Whenever you bring a group of things together, a conversation starts to take place. This could be about the way things are shaped – from the simple similarity of rims and apertures – to the way marks are made and how that might carry from a three-dimensional surface to two-dimensional. Textures and materials also tether objects together.
I think the great strength of ceramics is its material memory – it holds history and fixes it in a way other art forms may not. There is, for instance, a series of narratives that run through the show that are entirely unintentional, such as the role ceramics have played in trade; or even the preponderance of a particular glaze, like tenmoku, and how that bounces around from the ancient past to the present. Other themes reveal the more prosaic life of ceramics as a building block, like a brick or as raw material extracted from the earth.
I think the best art of curating is bringing artworks together and see what chatter it might create when installed – chatter that may be enabled or enhanced by the space and installation.
Traditional curation often leans on historical context or artistic movements. How did it feel to move away from these conventions and to trust visual and intuitive connections?
I’ve always tried to be intuitive beyond anything else as a curator, but as both a curator and a maker, I feel my way of looking has changed and is done at the tips of my fingers. The great privilege of curating this show was being afforded the opportunity to spend time with objects in a personal way – holding, lifting, turning – and being assisted in this by the amazing curators at the Art Gallery of NSW who have deep and inspiring knowledge of these objects.
The exhibition also includes a new iteration of The Wonder Room. How did the collaboration with the communities of the Shoalhaven come about for this project, and what significance does it hold within the context of the exhibition?
The Wonder Room was created with a group of maker-collaborators based in the Shoalhaven region south of Sydney, which is the place where I grew up. The workshop was facilitated by the team at the Shoalhaven Regional Gallery in Nowra.
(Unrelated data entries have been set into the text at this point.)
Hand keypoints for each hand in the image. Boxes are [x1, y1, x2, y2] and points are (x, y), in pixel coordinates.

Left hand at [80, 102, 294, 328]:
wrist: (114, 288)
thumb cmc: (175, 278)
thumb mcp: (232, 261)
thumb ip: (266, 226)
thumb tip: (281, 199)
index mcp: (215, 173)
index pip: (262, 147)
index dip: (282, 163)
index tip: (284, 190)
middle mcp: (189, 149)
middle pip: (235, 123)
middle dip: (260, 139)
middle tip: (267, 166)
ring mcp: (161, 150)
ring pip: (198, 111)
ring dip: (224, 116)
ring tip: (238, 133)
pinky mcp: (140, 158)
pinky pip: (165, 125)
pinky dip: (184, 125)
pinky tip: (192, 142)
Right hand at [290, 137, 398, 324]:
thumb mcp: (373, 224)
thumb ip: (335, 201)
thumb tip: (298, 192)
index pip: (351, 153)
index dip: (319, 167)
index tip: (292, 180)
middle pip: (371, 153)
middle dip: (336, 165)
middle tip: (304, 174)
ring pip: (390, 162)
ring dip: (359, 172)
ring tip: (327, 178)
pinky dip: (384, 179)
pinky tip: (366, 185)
The work takes the form of a ‘house’ clad in over 700 terracotta tiles, each tile decorated by a person from the region responding to the idea of what makes the Shoalhaven special to them. Most of the participants are not artists or ceramicists and their responses are moving, funny and direct.
The Shoalhaven region has a long Indigenous history and the First Nations people there were some of the first to encounter the colonisers. I’m proud to say that many of the tiles in the Wonder Room were created by many First Nations groups from older to younger.
This work is one of the first instances where the Art Gallery has brought a work in from a regional gallery, as their touring programs usually takes their exhibitions to the regions. That fact alone makes it significant, but the human responses illustrated on the tiles and the sheer number of the participants have led many people for the first time visiting the galleries in Nowra and Sydney and emphasising these galleries civic and cultural roles within their communities.
How did you envision visitors navigating and experiencing the exhibition, and how did that compare to the reality once the show opened?
I always knew the exhibition, brick vase clay cup jug, would involve more work than a typical Art Gallery hang, but I think audiences always respond well to content. I think the public like seeing things. And why not? If it had been up to me, it would have been denser!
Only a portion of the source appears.